***** Record extracts

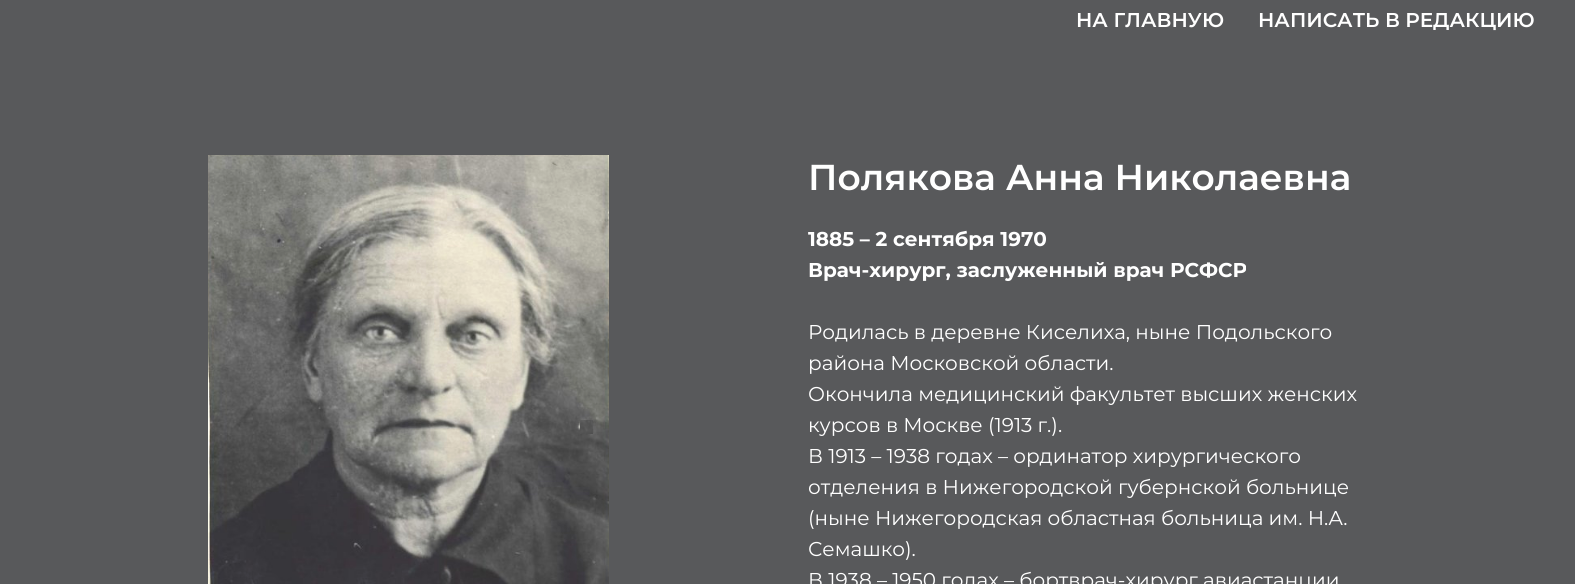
import math
import cairocffi as cairo

surface = cairo.ImageSurface(cairo.FORMAT_RGB24, 1575, 584)
cr = cairo.Context(surface)
options = cairo.FontOptions()
options.set_hint_metrics(cairo.HINT_METRICS_OFF)
options.set_hint_style(cairo.HINT_STYLE_NONE)
cr.set_font_options(options)
cr.set_miter_limit(4)


def use_color(code):
    cr.set_source_rgb(*(v / 255 for v in bytes.fromhex(code[-6:])))


def picture(path, x, y, w, h):
    cr.save()
    cr.set_source_surface(cairo.ImageSurface.create_from_png(path), x, y)
    cr.rectangle(x, y, w, h)
    cr.fill()
    cr.restore()


use_color("#58595b")
cr.paint()
cr.select_font_face("Montserrat SemiBold")
cr.set_font_size(20)
use_color("#ffffff")
cr.move_to(1076, 27)
cr.show_text("НА ГЛАВНУЮ")
cr.move_to(1258, 27)
cr.show_text("НАПИСАТЬ В РЕДАКЦИЮ")
picture("img1.png", 208, 155, 401, 429)
cr.set_font_size(36)
cr.move_to(808, 190)
cr.show_text("Полякова Анна Николаевна")
cr.select_font_face("Montserrat", cairo.FONT_SLANT_NORMAL, cairo.FONT_WEIGHT_BOLD)
cr.set_font_size(20)
cr.move_to(808, 246)
cr.show_text("1885 – 2 сентября 1970")
cr.move_to(808, 277)
cr.show_text("Врач-хирург, заслуженный врач РСФСР")
cr.select_font_face("Montserrat")
cr.move_to(808, 339)
cr.show_text("Родилась в деревне Киселиха, ныне Подольского")
cr.move_to(808, 370)
cr.show_text("района Московской области.")
cr.move_to(808, 401)
cr.show_text("Окончила медицинский факультет высших женских")
cr.move_to(808, 432)
cr.show_text("курсов в Москве (1913 г.).")
cr.move_to(808, 463)
cr.show_text("В 1913 – 1938 годах – ординатор хирургического")
cr.move_to(808, 494)
cr.show_text("отделения в Нижегородской губернской больнице")
cr.move_to(808, 525)
cr.show_text("(ныне Нижегородская областная больница им. Н.А.")
cr.move_to(808, 556)
cr.show_text("Семашко).")
cr.move_to(808, 587)
cr.show_text("В 1938 – 1950 годах – бортврач-хирург авиастанции")
surface.write_to_png("result.png")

**********

**Task instructions**.
Your task is to transcribe, with no changes, only the lines of the listing above that lie between the line holding "cr.move_to(808, 370)" and the line holding "cr.move_to(808, 494)", inclusive.

**Exercise response**.
cr.move_to(808, 370)
cr.show_text("района Московской области.")
cr.move_to(808, 401)
cr.show_text("Окончила медицинский факультет высших женских")
cr.move_to(808, 432)
cr.show_text("курсов в Москве (1913 г.).")
cr.move_to(808, 463)
cr.show_text("В 1913 – 1938 годах – ординатор хирургического")
cr.move_to(808, 494)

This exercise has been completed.